YOUR ASSIGNMENT: Report every line of the data where the string "Silver" appears.
(INPUT DATA)
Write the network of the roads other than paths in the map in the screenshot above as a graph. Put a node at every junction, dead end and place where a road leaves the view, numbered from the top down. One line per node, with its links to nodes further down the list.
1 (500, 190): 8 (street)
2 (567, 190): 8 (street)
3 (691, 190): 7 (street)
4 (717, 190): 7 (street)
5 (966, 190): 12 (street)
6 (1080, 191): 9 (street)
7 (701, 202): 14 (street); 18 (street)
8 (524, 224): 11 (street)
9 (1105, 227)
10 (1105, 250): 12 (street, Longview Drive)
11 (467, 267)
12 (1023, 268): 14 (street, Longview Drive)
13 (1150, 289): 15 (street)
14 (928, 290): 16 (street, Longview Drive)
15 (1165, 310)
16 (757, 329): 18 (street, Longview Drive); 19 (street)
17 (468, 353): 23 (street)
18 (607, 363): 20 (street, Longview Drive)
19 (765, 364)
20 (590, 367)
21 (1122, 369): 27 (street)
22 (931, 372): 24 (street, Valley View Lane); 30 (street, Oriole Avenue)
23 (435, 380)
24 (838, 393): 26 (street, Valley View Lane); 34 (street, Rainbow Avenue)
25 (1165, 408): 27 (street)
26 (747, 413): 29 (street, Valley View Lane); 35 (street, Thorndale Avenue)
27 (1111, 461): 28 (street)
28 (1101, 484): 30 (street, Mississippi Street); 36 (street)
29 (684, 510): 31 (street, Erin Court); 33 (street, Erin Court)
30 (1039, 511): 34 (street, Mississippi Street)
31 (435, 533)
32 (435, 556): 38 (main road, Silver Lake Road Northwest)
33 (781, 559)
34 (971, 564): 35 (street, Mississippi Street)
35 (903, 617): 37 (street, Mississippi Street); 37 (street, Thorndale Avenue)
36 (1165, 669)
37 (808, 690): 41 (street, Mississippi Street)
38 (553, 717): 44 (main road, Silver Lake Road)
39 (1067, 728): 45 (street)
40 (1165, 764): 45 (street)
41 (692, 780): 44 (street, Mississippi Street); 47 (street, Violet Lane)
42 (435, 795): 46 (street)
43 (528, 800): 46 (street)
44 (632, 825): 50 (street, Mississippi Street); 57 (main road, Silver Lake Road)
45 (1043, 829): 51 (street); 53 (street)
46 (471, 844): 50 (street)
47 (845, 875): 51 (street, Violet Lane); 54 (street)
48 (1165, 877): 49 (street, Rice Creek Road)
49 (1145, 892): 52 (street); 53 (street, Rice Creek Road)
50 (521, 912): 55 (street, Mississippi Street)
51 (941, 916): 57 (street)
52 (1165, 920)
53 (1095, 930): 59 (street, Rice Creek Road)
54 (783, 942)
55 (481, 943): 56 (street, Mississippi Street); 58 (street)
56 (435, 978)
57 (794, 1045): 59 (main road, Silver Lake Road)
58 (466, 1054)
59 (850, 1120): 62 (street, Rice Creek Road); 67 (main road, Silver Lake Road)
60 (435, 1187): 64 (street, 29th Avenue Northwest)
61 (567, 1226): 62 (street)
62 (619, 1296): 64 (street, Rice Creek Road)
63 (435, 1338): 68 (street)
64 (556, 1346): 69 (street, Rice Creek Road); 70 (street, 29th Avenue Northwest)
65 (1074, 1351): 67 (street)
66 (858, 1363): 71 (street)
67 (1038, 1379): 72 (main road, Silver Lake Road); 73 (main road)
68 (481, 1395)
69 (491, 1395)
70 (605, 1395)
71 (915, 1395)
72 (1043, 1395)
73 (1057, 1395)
(End INPUT DATA)
TASK ANSWER:
32 (435, 556): 38 (main road, Silver Lake Road Northwest)
38 (553, 717): 44 (main road, Silver Lake Road)
44 (632, 825): 50 (street, Mississippi Street); 57 (main road, Silver Lake Road)
57 (794, 1045): 59 (main road, Silver Lake Road)
59 (850, 1120): 62 (street, Rice Creek Road); 67 (main road, Silver Lake Road)
67 (1038, 1379): 72 (main road, Silver Lake Road); 73 (main road)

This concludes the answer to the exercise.